──────── RECORDS SUPPLIED

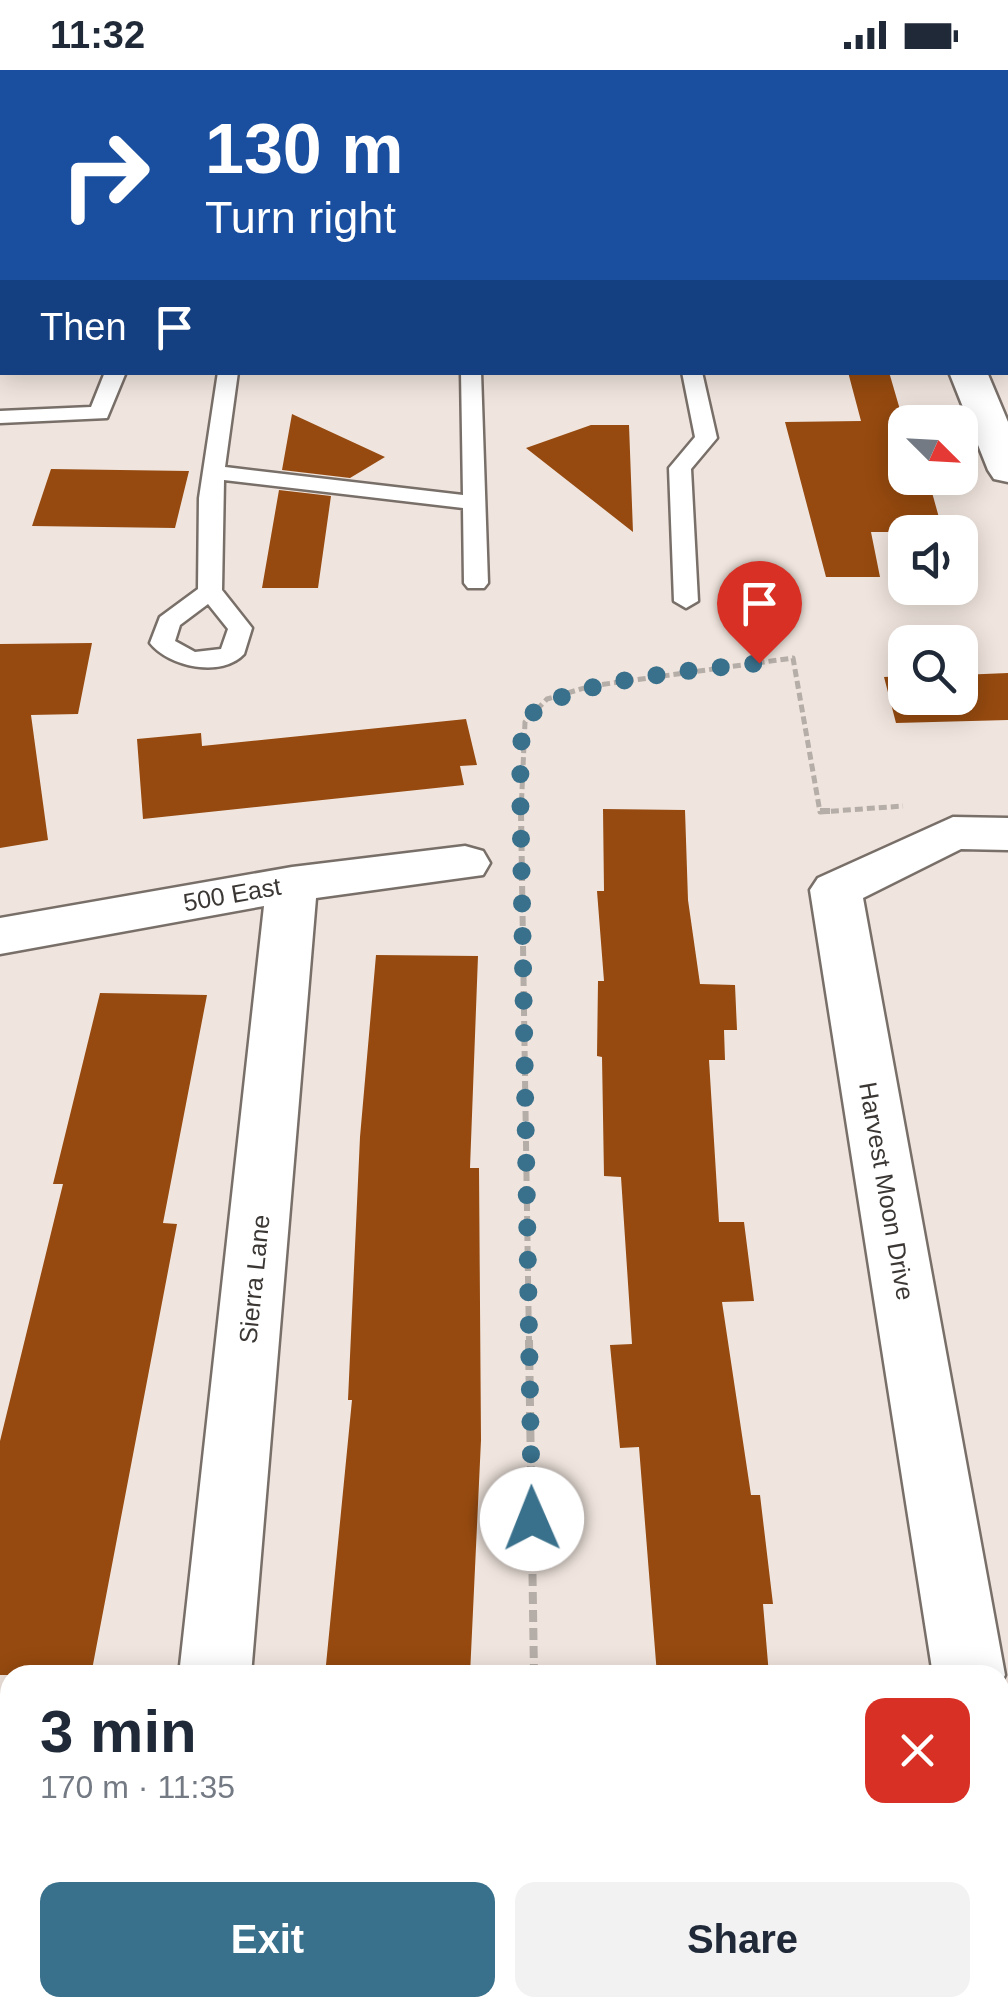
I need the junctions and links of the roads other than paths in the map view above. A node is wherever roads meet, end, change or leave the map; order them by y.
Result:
1 (115, 375) edge
2 (228, 375) edge
3 (471, 375) edge
4 (693, 375) edge
5 (969, 375) edge
6 (0, 417) edge
7 (1008, 470) edge
8 (213, 472) junction
9 (474, 503) junction
10 (476, 583) dead end
11 (210, 591) dead end
12 (686, 602) dead end
13 (1008, 834) edge
14 (466, 863) dead end
15 (292, 884) junction
16 (0, 936) edge
17 (216, 1665) edge
18 (967, 1665) edge

1 - 6 lane
2 - 8 lane
3 - 9 lane
4 - 12 lane
5 - 7 street
8 - 9 lane
8 - 11 lane
9 - 10 lane
13 - 18 street, Harvest Moon Drive
14 - 15 street, 500 East
15 - 16 street, 500 East
15 - 17 street, Sierra Lane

────────────────

• EXERCISE DESCRIPTION: I'd like the data above duplicated exactly, with no pictures included.

• THE COMPLETED TASK:
I need the junctions and links of the roads other than paths in the map view above. A node is wherever roads meet, end, change or leave the map; order them by y.
Result:
1 (115, 375) edge
2 (228, 375) edge
3 (471, 375) edge
4 (693, 375) edge
5 (969, 375) edge
6 (0, 417) edge
7 (1008, 470) edge
8 (213, 472) junction
9 (474, 503) junction
10 (476, 583) dead end
11 (210, 591) dead end
12 (686, 602) dead end
13 (1008, 834) edge
14 (466, 863) dead end
15 (292, 884) junction
16 (0, 936) edge
17 (216, 1665) edge
18 (967, 1665) edge

1 - 6 lane
2 - 8 lane
3 - 9 lane
4 - 12 lane
5 - 7 street
8 - 9 lane
8 - 11 lane
9 - 10 lane
13 - 18 street, Harvest Moon Drive
14 - 15 street, 500 East
15 - 16 street, 500 East
15 - 17 street, Sierra Lane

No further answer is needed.